El fondo de Obama

18 de diciembre de 2009

17 de diciembre de 2009 (LPAC).- Si podemos evitar que se apruebe el plan británico de genocidio en Copenhague, es el fin de Obama, dijo Lyndon LaRouche el 16 de diciembre. Derrotar a Obama representaría un golpe mortal en la dinámica del Imperio Británico, y abriría la posibilidad de acelerar el fermento de huelga de masas en Estados Unidos, que cada vez se ve más reflejado en acciones que apuntan en dirección de restablecer la soberanía nacional.

Lo que estamos viendo en realidad es el conflicto entre dos procesos dinámicos: la dinámica perversa del Imperio Británico, que ha estado dominando el planeta durante décadas; y la dinámica de la huelga de masas, que se ve reflejada tanto en la lucha por la soberanía nacional en contra de la globalización en Copenhague, como en la lucha en contra de las medidas fascistas, como es el proyecto de ley de salud al estilo Hitler, en Estados Unidos. Los británicos saben que "su estilo de vida" está en juego, y están peleando con todo lo que tienen en ambos frentes. Pero, en este momento, parece que sus esfuerzos pudieran estarse derrumbando.

No han llegado a ningún acuerdo en ninguno de los temas más importantes en Copenhague, ni desde las finanzas, pasando por los objetivos de emisiones, hasta las acciones punitivas. Los británicos básicamente están dirigiendo todo el acto, y han puesto el peso de su autoridad en la balanza. Primero fue el príncipe Felipe en el Castillo Windsor en noviembre, después la reina en la reunión de la Mancomunidad, después Carlos y ahora Gordon Brown tratando de dirigir las negociaciones. El mayor impedimento es la determinación declarada y muy real de los chinos e hindúes por defender su soberanía nacional en contra de las acciones punitivas. Este es el elemento crucial, y si tienen las agallas de permanecer en la línea, los británicos no van a poder hacer que se aprueben sus planes genocidas.

Si los británicos son derrotados en Copenhague, por una combinación de destacados miembros de la alianza de las Cuatro Potencias, propuesta por LaRouche, tendría consecuencias devastadoras para su títere británico en Washington, quien ya está sufriendo de paroxismos de rabia y miedo.

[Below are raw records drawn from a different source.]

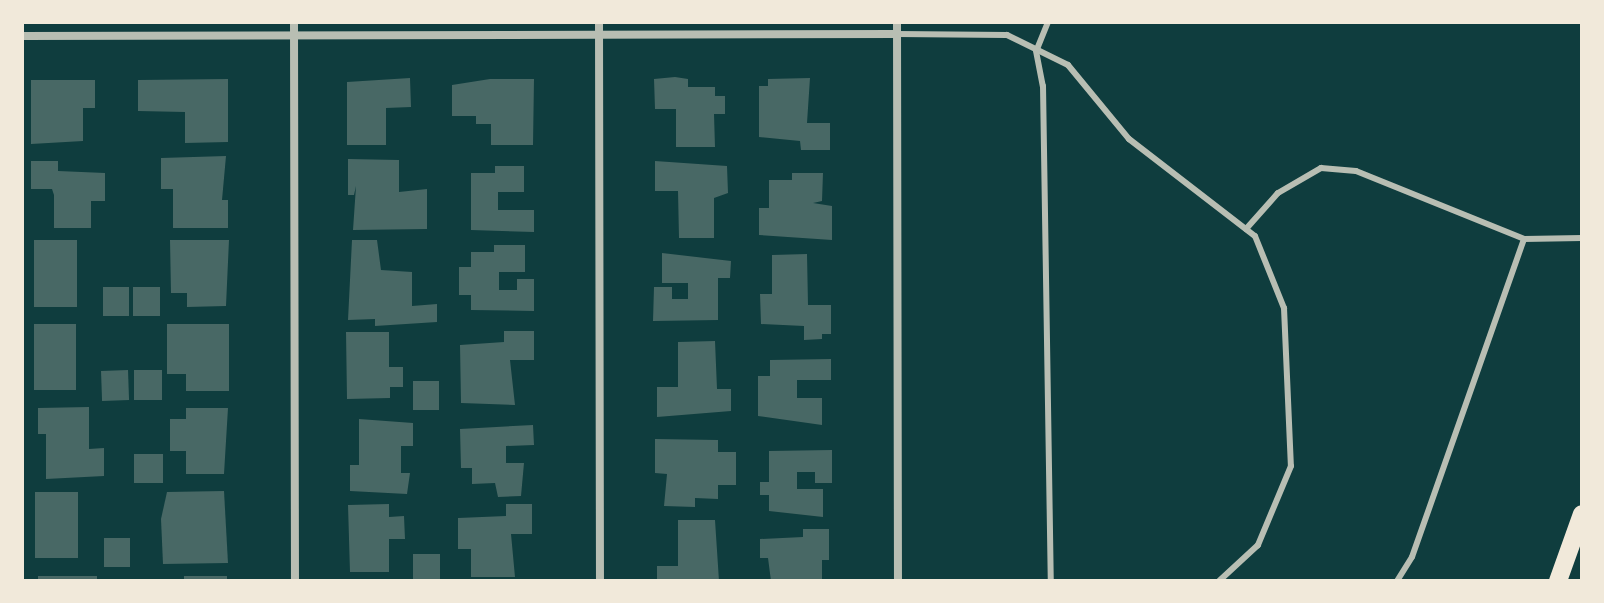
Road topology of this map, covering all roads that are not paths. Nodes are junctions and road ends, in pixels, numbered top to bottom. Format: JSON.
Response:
{"nodes":[{"id":1,"x":294,"y":22,"type":"edge"},
{"id":2,"x":599,"y":22,"type":"edge"},
{"id":3,"x":897,"y":22,"type":"edge"},
{"id":4,"x":1048,"y":22,"type":"edge"},
{"id":5,"x":897,"y":34,"type":"junction"},
{"id":6,"x":294,"y":35,"type":"junction"},
{"id":7,"x":599,"y":35,"type":"junction"},
{"id":8,"x":22,"y":36,"type":"edge"},
{"id":9,"x":1036,"y":51,"type":"junction"},
{"id":10,"x":1246,"y":229,"type":"junction"},
{"id":11,"x":1582,"y":238,"type":"edge"},
{"id":12,"x":1524,"y":239,"type":"junction"},
{"id":13,"x":1582,"y":514,"type":"edge"},
{"id":14,"x":295,"y":581,"type":"edge"},
{"id":15,"x":600,"y":581,"type":"edge"},
{"id":16,"x":898,"y":581,"type":"edge"},
{"id":17,"x":1051,"y":581,"type":"edge"},
{"id":18,"x":1219,"y":581,"type":"edge"},
{"id":19,"x":1397,"y":581,"type":"edge"},
{"id":20,"x":1558,"y":581,"type":"edge"}],
"edges":[{"from":1,"to":6,"type":"street"},
{"from":2,"to":7,"type":"street"},
{"from":3,"to":5,"type":"street"},
{"from":4,"to":9,"type":"lane"},
{"from":5,"to":7,"type":"street"},
{"from":5,"to":9,"type":"lane"},
{"from":5,"to":16,"type":"street"},
{"from":6,"to":7,"type":"street"},
{"from":6,"to":8,"type":"street"},
{"from":6,"to":14,"type":"street"},
{"from":7,"to":15,"type":"street"},
{"from":9,"to":10,"type":"lane"},
{"from":9,"to":17,"type":"lane"},
{"from":10,"to":12,"type":"lane"},
{"from":10,"to":18,"type":"lane"},
{"from":11,"to":12,"type":"lane"},
{"from":12,"to":19,"type":"lane"},
{"from":13,"to":20,"type":"main road"}]}
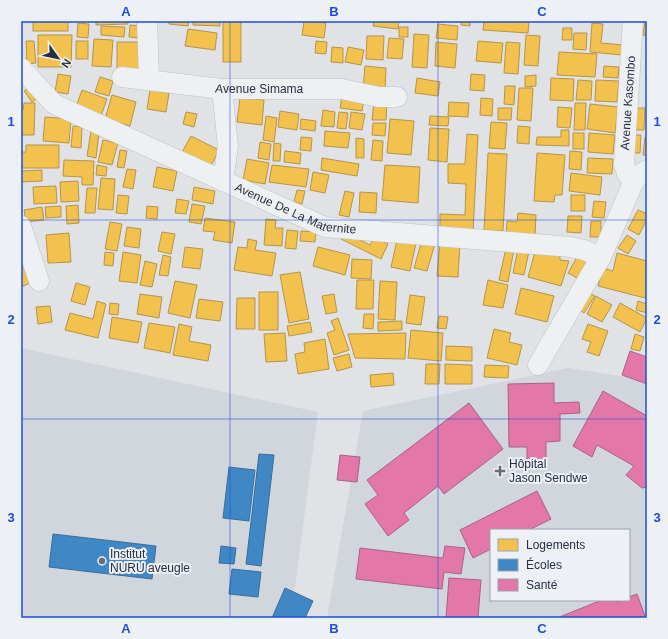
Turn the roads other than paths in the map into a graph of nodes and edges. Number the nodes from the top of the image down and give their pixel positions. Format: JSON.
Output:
{"nodes":[{"id":1,"x":146,"y":21,"type":"edge"},
{"id":2,"x":633,"y":21,"type":"edge"},
{"id":3,"x":21,"y":68,"type":"edge"},
{"id":4,"x":122,"y":77,"type":"dead end"},
{"id":5,"x":149,"y":80,"type":"junction"},
{"id":6,"x":222,"y":89,"type":"junction"},
{"id":7,"x":397,"y":97,"type":"dead end"},
{"id":8,"x":640,"y":176,"type":"edge"},
{"id":9,"x":224,"y":181,"type":"junction"},
{"id":10,"x":21,"y":226,"type":"edge"},
{"id":11,"x":601,"y":256,"type":"junction"},
{"id":12,"x":39,"y":281,"type":"dead end"},
{"id":13,"x":538,"y":365,"type":"dead end"}],
"edges":[{"from":1,"to":5,"type":"street"},
{"from":2,"to":8,"type":"street","name":"Avenue Kasombo"},
{"from":3,"to":9,"type":"street","name":"Avenue De La Maternite"},
{"from":4,"to":5,"type":"street","name":"Avenue Simama"},
{"from":5,"to":6,"type":"street","name":"Avenue Simama"},
{"from":6,"to":7,"type":"street","name":"Avenue Simama"},
{"from":6,"to":9,"type":"street"},
{"from":8,"to":11,"type":"street"},
{"from":9,"to":11,"type":"street","name":"Avenue De La Maternite"},
{"from":10,"to":12,"type":"street"},
{"from":11,"to":13,"type":"street"}]}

La histeria del Imperio sobre el calentamiento global (en medio de un Copenhague muy frío y nevado), casi es igual a la del gobierno de Obama sobre el proyecto de ley de salud en Estados Unidos. Uno solo puede imaginarse las amenazas que tuvieron que haberle hecho a Obama, para hacerlo que se presentara en televisión para proclamar desquiciadamente que el gobierno federal "quebraría" si no se aprueban sus recortes en Medicare y Medicaid. Por supuesto, esas amenazas se están repitiendo más abajo para tratar de reunir los 60 votos en el senado para que se apruebe su monstruosidad. Una fuente incluso dijo que le dijeron al senador Ben Nelson de Nebraska que cerrarían la base aérea Offutt en su estado, si no vota a favor de la reforma a la salud hitleriana.

Sin embargo, dentro de Estados Unidos, la dinámica de huelga de masas se está volviendo cada vez más visible. No solo la población está haciendo oír su voz en contra de los servicios de salud asesinos en masa sino que aumentan los movimientos institucionales en contra de los dos principales elementos de la supresión de la soberanía nacional: las políticas fascistas de saqueo de la Reserva Federal y la eliminación de las protecciones constitucionales Glass-Steagall del sistema bancario comercial.

Cuando la revista Time decidió poner su peso político en respaldo del presidente de la Fed " Ben Rescates" Bernanke, al nombrarlo hombre del año, solamente avivó las flamas de la oposición. Hoy va a votar la comisión bancaria del Senado sobre la ratificación de Bernanke, pero hay por lo menos cinco senadores que han prometido congelar su nombramiento una vez que llegue al pleno, y aumentan los votos declarados por el "no". Lo que es aún más sorprendente es el hecho de que hay ahora un proyecto de ley bipartidista para reinstalar la Glass-Stegall presentado en el Senado, junto con la que están presentando los demócratas en la Cámara de Representantes.

Se requiere algo más que la reintegración de la Glass-Steagall, dijo ayer LaRouche, aunque esto es un paso en la dirección correcta. La solución sería establecer un sistema crediticio, en vez de un sistema monetarista, pero esos que están promoviendo la Glass-Steagall no van más allá de lo que llega Paul Volcker, quien ha estado haciendo campaña internacional a favor de las normas Glass-Steagall. En pocas palabras, le tienen pavor a la crisis de desintegración y están tratando de aminorar el estallido, con medidas medianeras con lo que LaRouche ha delineado se tiene que hacer.